Bitcoin mining aside, EVs have the promise of offering increased generation load, new high power connections, greater infrastructure utilisation in off-peak times, and new products, services and innovations.
So just what is the status of electric vehicles in Australia compared with the rest of the world? Sales have just passed the four million mark globally. Yet in this country, normally a fast technology adopter, we are well under-represented, with just 2400 electric vehicles sold in 2017. The reasons for this are varied, from lack of choice and high price points, to concerns over distance
required before charging.
However, attitudes are changing, and there are signs of upswings in demand. Concerns have moved on from “range anxiety” to “infrastructure anxiety”, with owners worried about whether the free charging station at the local shopping centre is available, or if there is a long queue.
As more vehicle manufacturers announce new models to be released in Australia, there at last appears to be an ever growing supply base covering the spectrum of transport needs (by late 2019 Australia should have at least ten different models available from Nissan, Hyundai, Ford and Tesla).
Australia even has a homegrown, globally successful smart charging station manufacturer based in Brisbane – Tritium. One of its products, the ultra fast 350kW charger, offers to finish charging an electric vehicle in under four minutes.
EVs are forecast to grow to five per cent of total car sales by 2022, which is when the uptake curve is predicted to really take off. The price parity with our current fossil fuel vehicles will be about 2024-2028, which means the next four to five years will determine which EV service providers (including utilities) will catch the wave and which will be left struggling to catch up.

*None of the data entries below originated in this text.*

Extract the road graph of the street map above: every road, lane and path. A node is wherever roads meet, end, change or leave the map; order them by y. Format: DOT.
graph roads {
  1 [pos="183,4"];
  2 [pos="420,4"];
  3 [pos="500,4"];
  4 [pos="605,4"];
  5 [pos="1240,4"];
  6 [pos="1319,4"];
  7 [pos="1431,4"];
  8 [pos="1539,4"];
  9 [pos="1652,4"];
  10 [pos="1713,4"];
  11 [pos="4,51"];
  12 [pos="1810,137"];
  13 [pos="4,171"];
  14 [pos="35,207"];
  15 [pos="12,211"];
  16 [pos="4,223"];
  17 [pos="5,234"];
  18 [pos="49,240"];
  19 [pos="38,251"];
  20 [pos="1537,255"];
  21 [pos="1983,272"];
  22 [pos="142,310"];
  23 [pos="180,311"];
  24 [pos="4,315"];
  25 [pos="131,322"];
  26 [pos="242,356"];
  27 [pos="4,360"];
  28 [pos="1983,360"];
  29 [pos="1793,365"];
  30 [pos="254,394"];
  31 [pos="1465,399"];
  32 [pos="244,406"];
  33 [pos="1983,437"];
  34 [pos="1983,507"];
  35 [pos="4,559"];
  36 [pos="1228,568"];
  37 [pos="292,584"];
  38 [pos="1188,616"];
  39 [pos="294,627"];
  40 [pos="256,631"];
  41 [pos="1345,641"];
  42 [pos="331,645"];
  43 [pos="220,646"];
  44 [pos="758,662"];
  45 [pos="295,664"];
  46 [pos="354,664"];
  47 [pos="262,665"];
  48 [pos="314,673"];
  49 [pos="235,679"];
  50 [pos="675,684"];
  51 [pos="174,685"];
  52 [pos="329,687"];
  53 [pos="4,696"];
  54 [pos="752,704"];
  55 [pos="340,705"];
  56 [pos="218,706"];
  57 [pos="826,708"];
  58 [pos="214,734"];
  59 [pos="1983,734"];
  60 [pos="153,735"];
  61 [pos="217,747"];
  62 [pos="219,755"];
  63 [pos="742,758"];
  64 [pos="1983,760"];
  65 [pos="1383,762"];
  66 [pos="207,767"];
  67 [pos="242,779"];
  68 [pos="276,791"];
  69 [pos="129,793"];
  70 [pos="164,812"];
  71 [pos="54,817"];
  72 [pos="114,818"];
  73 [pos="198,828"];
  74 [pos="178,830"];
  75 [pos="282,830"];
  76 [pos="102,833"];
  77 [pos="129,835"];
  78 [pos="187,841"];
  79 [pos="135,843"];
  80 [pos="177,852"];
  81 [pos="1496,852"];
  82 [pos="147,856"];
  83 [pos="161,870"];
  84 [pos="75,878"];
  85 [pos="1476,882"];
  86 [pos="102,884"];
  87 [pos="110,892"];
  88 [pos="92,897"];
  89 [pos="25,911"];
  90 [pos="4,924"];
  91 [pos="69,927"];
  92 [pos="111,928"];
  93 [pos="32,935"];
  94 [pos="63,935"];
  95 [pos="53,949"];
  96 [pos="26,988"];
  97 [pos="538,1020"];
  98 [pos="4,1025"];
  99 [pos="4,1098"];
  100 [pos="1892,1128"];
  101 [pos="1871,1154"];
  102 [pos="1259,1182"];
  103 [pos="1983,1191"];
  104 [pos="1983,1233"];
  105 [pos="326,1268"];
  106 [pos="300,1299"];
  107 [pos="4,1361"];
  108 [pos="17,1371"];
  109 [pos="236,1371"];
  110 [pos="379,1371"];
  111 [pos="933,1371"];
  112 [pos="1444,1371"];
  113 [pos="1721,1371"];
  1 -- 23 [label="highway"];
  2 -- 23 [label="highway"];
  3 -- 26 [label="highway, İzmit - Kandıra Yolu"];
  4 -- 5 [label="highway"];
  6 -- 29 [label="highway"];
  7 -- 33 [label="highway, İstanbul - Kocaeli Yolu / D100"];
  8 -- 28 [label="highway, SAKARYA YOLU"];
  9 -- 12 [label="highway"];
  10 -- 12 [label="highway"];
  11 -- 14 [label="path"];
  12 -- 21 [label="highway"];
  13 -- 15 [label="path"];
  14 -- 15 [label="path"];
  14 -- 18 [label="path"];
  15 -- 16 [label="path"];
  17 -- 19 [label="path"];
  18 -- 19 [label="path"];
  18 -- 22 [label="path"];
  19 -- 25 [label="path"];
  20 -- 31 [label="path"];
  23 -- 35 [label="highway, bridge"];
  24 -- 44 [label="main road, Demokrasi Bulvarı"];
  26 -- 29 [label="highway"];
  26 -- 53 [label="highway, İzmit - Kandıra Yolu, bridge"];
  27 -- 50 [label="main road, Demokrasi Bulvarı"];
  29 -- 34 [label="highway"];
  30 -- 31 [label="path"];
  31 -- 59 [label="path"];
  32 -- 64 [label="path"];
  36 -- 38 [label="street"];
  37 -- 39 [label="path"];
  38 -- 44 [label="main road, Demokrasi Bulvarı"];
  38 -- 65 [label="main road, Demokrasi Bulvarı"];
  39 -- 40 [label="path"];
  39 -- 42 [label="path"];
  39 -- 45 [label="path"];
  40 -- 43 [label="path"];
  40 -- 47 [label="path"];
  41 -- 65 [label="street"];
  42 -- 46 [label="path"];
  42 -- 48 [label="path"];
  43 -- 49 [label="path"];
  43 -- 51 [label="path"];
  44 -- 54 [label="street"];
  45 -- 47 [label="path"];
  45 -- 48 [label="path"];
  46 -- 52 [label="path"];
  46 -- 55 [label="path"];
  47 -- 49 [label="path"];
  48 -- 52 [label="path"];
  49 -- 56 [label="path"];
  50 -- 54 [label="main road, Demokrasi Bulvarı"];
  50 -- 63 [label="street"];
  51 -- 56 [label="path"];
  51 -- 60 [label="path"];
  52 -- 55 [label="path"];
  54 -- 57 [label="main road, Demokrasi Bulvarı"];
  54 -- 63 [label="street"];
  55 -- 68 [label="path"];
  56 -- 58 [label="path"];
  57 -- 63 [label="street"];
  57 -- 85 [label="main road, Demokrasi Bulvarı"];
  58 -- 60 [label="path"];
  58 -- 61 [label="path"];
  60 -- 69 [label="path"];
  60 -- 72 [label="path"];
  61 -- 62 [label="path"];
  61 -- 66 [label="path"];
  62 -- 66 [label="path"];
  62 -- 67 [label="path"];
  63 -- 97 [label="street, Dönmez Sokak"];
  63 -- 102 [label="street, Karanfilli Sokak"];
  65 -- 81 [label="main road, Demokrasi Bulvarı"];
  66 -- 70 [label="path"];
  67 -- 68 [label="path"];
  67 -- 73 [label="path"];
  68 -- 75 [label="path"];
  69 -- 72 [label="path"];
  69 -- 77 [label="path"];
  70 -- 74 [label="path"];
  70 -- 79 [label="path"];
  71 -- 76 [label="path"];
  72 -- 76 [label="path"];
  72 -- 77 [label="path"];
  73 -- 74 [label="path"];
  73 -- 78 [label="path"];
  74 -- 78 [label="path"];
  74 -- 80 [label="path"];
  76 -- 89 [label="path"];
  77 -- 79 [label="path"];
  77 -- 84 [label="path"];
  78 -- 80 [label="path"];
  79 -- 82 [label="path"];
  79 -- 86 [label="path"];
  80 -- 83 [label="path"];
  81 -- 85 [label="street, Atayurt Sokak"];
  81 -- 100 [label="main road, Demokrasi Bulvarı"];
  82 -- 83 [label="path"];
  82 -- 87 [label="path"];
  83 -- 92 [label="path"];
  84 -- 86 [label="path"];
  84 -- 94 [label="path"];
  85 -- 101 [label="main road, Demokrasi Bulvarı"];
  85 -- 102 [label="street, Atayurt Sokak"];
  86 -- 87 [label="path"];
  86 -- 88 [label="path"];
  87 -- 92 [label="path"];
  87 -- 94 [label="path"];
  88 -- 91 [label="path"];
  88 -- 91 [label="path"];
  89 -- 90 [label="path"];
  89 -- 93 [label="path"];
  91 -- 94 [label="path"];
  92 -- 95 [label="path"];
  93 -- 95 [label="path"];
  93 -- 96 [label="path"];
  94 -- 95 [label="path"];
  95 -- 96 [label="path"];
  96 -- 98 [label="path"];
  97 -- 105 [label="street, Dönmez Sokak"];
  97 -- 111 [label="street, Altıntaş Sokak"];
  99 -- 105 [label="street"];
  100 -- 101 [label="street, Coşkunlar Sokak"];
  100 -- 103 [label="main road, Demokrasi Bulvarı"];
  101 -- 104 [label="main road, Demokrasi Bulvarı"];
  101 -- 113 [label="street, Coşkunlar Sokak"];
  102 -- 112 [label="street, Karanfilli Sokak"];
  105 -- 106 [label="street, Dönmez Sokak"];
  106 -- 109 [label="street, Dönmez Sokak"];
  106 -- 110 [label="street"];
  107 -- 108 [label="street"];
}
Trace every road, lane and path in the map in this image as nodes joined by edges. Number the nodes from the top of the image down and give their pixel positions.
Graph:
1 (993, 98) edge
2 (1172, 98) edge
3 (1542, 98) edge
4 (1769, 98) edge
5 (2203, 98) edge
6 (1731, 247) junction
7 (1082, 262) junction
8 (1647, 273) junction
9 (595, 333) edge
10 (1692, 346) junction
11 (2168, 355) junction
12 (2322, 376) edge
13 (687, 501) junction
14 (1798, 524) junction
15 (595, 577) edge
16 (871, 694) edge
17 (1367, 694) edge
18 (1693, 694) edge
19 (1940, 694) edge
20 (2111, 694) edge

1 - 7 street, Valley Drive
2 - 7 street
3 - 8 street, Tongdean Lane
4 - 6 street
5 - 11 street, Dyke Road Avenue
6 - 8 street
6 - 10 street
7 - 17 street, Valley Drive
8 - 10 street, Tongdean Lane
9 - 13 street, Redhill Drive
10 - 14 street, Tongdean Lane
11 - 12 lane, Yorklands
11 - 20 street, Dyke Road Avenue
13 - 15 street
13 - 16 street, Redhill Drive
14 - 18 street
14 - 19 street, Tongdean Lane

Four to five years may seem like a long time, but it’s well within the normal corporate planning horizon and payback time for most consumer infrastructure investments.
So, what should utilities do to encourage electric vehicle take-up in Australia? Accenture suggests there are six categories of intervention:
- ‘Coopetition’ between Australian utilities may be helpful. This is the act of collaboration between competing companies in the exploration of knowledge or new market developments. For instance, Samsung Electronics and Sony collaborated in 2004 for the development and manufacturing of flat-screen LCD panels.
- Combine other energy offers and bundles to reduce operating costs for a range of energy consumption or lifestyle options, for example, low emissions home and transport.
- Highlight the cachet and appeal of electric vehicles – make them the iPod of the 2020s and appeal to higher net worth and early adopter market segments.
- Offer innovative financing options to reduce upfront costs and spread the costs over the life of the vehicle (combine with behavioural economics to promote the low running costs).
- Join with car and charging station manufacturers to wrap-up bundled offers and link your brand to the outcome, for example, “under ten-minute fast charge in all locations powered by XYZ”.
- Finally, lobby governments to adopt similar measures to other high adoption localities like California. This could mean adopting vehicle emission standards, reducing purchase costs like the luxury vehicle tax and fund touring route charging infrastructure.
It’s a pernicious problem that faces Australian utilities. Electric vehicles are a definite part of the solution, but should the rate of uptake prove too slow and prolonged, then utilities will have no choice but to explore revenue streams that will be even harder to exploit.